WHAT THE TASK ASKS >> Please find the lines in the entries below that contain the word "list", and copy each one.

DATASET ENTRIES >>
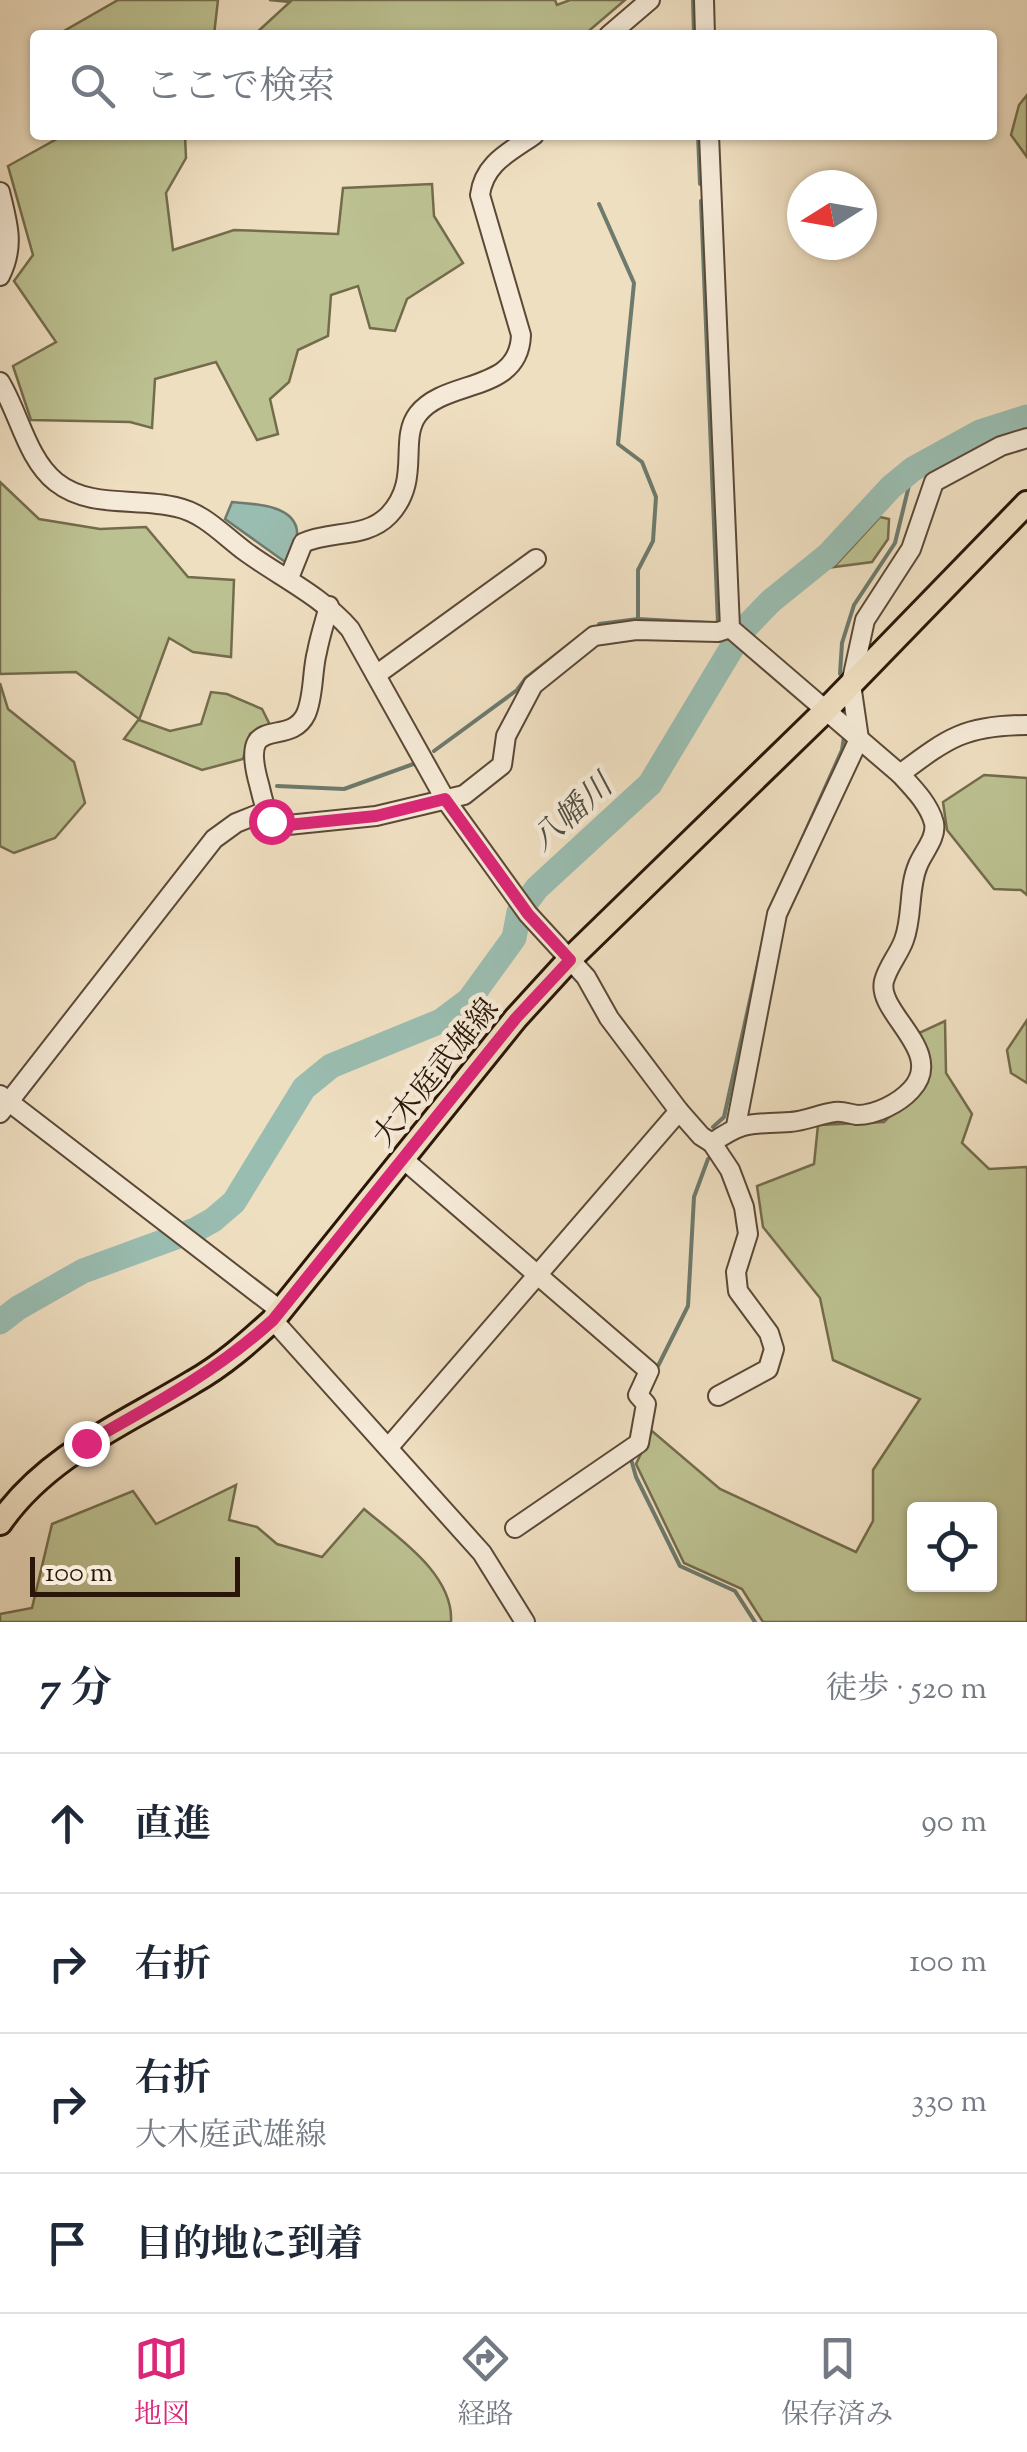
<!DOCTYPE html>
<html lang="ja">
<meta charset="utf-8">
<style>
:root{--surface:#fff;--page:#f2f2f3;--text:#1f2937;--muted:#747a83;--line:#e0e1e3;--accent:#db2777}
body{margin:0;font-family:"Sorts Mill Goudy","Noto Serif JP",serif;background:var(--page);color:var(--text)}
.controls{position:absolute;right:30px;bottom:30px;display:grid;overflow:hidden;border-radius:10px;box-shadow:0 2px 8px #0004}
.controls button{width:90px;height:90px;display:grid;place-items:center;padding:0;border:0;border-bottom:2px solid var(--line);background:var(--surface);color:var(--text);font:50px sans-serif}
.compass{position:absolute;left:787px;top:170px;width:90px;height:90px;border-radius:50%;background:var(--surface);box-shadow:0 2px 8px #0004;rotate:259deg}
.scale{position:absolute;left:30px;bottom:25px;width:210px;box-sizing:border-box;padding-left:10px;border:5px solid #2a1608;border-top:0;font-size:28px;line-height:35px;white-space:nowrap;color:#2a1608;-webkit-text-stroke:8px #f5ead7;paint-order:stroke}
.stop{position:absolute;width:30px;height:30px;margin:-22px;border:8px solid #db2777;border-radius:50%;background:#fff}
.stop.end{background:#db2777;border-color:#fff;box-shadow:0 2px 10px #0008}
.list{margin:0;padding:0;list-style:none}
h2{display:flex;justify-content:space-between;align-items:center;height:130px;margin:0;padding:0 40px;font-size:42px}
h2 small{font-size:32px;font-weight:400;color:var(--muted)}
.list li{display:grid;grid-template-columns:65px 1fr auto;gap:30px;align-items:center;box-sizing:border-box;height:140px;padding:0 40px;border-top:2px solid var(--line)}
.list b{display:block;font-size:38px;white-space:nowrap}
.list p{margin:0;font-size:32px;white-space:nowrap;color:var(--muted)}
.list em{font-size:32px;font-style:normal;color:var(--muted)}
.icon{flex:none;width:55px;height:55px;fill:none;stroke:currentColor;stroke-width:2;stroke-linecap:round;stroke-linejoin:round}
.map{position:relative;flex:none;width:1027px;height:1622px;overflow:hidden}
.search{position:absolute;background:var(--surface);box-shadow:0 2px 8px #0004;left:30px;right:30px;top:30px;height:110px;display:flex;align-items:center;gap:25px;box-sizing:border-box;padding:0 35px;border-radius:10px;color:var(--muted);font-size:38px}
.sheet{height:690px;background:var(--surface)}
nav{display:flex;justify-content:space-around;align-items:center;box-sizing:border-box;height:140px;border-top:2px solid var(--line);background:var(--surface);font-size:28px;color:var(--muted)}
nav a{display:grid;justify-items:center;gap:5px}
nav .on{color:var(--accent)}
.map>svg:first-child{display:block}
</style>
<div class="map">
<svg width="1027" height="1622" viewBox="0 0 1027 1622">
<rect width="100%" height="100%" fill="#efdfc1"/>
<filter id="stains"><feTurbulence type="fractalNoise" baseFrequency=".002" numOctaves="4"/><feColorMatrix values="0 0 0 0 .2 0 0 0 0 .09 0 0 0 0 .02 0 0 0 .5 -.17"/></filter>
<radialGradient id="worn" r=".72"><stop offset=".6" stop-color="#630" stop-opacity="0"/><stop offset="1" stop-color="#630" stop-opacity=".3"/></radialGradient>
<!-- green -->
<g fill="#bcc191" stroke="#736c4c" stroke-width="2.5" fill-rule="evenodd">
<polygon points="118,0 218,0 214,35 64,35 64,31"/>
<polygon points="269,0 555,0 557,5 570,0 625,0 584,35 254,35 290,2"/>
<polygon points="1027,95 1027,157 1011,135 1019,105"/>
<polygon points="64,135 185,135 186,158 166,193 173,250 234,230 338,234 343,188 432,184 434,216 463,263 407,299 395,331 370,328 358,286 331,295 328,336 298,350 289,382 270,399 278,434 257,440 216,362 155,379 152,428 130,422 31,420 13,366 56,342 14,281 33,255 8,166"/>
<polygon points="0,482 39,519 100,529 146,527 188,577 234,580 231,657 193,652 169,638 139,720 170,731 201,724 211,692 227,694 262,709 270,725 250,734 243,759 202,770 124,739 139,719 76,672 0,674"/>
<polygon points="880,517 889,519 888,539 872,562 834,567"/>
<polygon points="0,683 8,709 74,762 85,803 55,838 14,853 0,846"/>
<polygon points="984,775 1027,778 1027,895 1021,890 994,889 947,830 943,802"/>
<polygon points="1027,1020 1027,1083 1011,1073 1007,1050"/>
<path d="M945,1021L946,1073L972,1114L962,1143L989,1169L1027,1167V1622H763L742,1589L684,1563L636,1464L652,1431L720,1489L856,1552L873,1521V1470L920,1399L833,1360L820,1298L763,1227L757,1186L814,1164L818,1125L884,1122L923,1083L919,1033ZM914,1510H990V1584H914Z"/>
<path d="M236,1485L229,1520L257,1527L277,1544L322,1557L364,1509C397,1537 454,1574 451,1622H0V1614L32,1608L52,1524L133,1491L156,1524Z"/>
</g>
<!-- water -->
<path fill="#9abdb1" stroke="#6d7a6d" stroke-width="2.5" d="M232,502C252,504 294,504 297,531C298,541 291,555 288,564L225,519Z"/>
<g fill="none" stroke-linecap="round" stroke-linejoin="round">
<!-- stream -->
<g stroke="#6d7a6d" stroke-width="4">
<polyline points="693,0 694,35"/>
<polyline points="698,135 700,184"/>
<polyline points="701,201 718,624"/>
<polyline points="599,204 634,283 618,444 642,462 656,497 653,541 638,570 638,618"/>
<polyline points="599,624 638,619 708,623"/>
<polyline points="840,674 842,643 854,605 895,543 913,469"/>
<polyline points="434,751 517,690 526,678 580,636"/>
<polyline points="277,786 344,789 416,763"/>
<polyline points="790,866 842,750 844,737"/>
<polyline points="713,1127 724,1117 762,946"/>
<polyline points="656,1370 688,1306 694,1197 708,1159"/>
<polyline points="631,1459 636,1477 680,1566 735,1591 755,1622"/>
</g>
<!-- river -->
<polyline stroke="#9abdb1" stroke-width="25" points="0,1322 18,1308 83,1271 195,1230 213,1220 234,1202 304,1088 331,1066 441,1021 469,1000 514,938 519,912 537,888 650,784 742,631 771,601 828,555 891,487 913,469 980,432 1027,417"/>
<!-- minor casing -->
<g stroke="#5b4836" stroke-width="22">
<g id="minor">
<polyline points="704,0 705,35"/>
<polyline points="609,35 650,0"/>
<path d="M709,135L730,628L900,774C913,788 929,804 934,823C937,838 923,852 918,865C908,888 913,916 904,940C899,954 888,966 884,981C876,1013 947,1052 911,1090C899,1103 876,1115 857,1115C850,1114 843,1111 835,1112C820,1114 805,1121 790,1122C752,1125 746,1119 712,1143"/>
<path d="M0,192C8,224 15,246 0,276"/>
<path d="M0,382C19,413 27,459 56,482C90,509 137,497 176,507C204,513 223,535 246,552C282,578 320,595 350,629L445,799L528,914L586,977L609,1018L679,1111L701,1136L712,1143L730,1170L744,1207L748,1234L736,1272L738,1291L769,1333L774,1349L768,1369L718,1396"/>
<path d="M289,578L303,543C331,530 366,539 389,515C422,480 398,440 418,414C446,378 519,394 521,335L480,195C484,163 510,152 534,135"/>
<path d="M329,606C325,621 320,636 317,652C312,670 314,696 306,714C289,750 238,709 259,784C263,799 265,816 278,826L376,816L464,795L502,765L506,736L533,685L594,636L636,630L718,632L730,628"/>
<polyline points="376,675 536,559"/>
<path d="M900,774C948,738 965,725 1027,725"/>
<polyline points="0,1095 281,1311"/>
<polyline points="0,1113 214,839 236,823 266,811"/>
<polyline points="736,1126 777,914 859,739 851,684 865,620 911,549 934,482 1001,446 1027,438"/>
<polyline points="403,1159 649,1371 638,1395 646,1404 639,1443 515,1528"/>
<polyline points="273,1320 482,1553 525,1622"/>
<polyline points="388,1448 679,1111"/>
</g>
</g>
<!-- major casing -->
<g stroke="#2a1608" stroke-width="28">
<path id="major" d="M0,1523C47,1455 124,1424 193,1382C223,1365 248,1343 273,1320L516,1018L570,959L825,711L1027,503"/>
</g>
<!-- minor -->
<use href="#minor" stroke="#f5ead7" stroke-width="18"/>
<!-- major -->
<use href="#major" stroke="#efdfc1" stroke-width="22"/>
</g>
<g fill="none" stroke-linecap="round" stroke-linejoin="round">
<!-- route -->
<path stroke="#db2777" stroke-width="12" d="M86,1443C152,1406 217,1371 273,1320L516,1018L570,960L528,914L445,799L376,816L278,826L271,821"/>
</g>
<g text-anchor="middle" stroke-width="9" stroke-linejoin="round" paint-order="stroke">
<!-- street labels -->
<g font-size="30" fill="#2a1608" stroke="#f5ead7">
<text transform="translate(435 1072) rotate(-51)" y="10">大木庭武雄線</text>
</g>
<!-- water labels -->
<g font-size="32" font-style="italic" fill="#515043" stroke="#f5ead7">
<text transform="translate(571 812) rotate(-42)" y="11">八幡川</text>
</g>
</g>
<rect width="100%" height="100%" filter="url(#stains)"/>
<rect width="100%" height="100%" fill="url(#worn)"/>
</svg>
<div class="controls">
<button><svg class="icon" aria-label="locate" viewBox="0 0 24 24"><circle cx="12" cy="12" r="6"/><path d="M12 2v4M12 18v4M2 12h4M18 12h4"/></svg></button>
</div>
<svg class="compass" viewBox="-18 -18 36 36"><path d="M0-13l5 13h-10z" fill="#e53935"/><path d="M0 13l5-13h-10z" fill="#747a83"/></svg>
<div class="scale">100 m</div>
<div class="stop" style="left:271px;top:821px"></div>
<div class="stop end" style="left:86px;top:1443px"></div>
<div class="search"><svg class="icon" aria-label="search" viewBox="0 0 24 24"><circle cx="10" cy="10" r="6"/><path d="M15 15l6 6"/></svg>ここで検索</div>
</div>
<section class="sheet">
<h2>7 分<small>徒歩 · 520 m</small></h2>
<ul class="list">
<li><svg class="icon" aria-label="ahead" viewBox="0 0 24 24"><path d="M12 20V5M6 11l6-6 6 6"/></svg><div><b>直進</b></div><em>90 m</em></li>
<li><svg class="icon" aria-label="right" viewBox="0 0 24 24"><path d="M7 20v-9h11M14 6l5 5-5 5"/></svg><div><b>右折</b></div><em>100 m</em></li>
<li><svg class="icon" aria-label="right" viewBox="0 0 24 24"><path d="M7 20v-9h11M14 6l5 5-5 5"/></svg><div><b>右折</b><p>大木庭武雄線</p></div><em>330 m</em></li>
<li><svg class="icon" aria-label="arrive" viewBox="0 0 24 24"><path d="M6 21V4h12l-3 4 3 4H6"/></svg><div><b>目的地に到着</b></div></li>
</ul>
</section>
<nav>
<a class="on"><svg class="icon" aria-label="map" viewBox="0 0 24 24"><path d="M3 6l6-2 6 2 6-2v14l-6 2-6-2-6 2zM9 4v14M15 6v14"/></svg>地図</a>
<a><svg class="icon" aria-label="directions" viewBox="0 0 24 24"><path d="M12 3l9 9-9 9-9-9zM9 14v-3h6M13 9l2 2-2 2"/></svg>経路</a>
<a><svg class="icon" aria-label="saved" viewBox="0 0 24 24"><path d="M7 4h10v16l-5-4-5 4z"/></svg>保存済み</a>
</nav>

OUTPUT >>
.list{margin:0;padding:0;list-style:none}
.list li{display:grid;grid-template-columns:65px 1fr auto;gap:30px;align-items:center;box-sizing:border-box;height:140px;padding:0 40px;border-top:2px solid var(--line)}
.list b{display:block;font-size:38px;white-space:nowrap}
.list p{margin:0;font-size:32px;white-space:nowrap;color:var(--muted)}
.list em{font-size:32px;font-style:normal;color:var(--muted)}
<ul class="list">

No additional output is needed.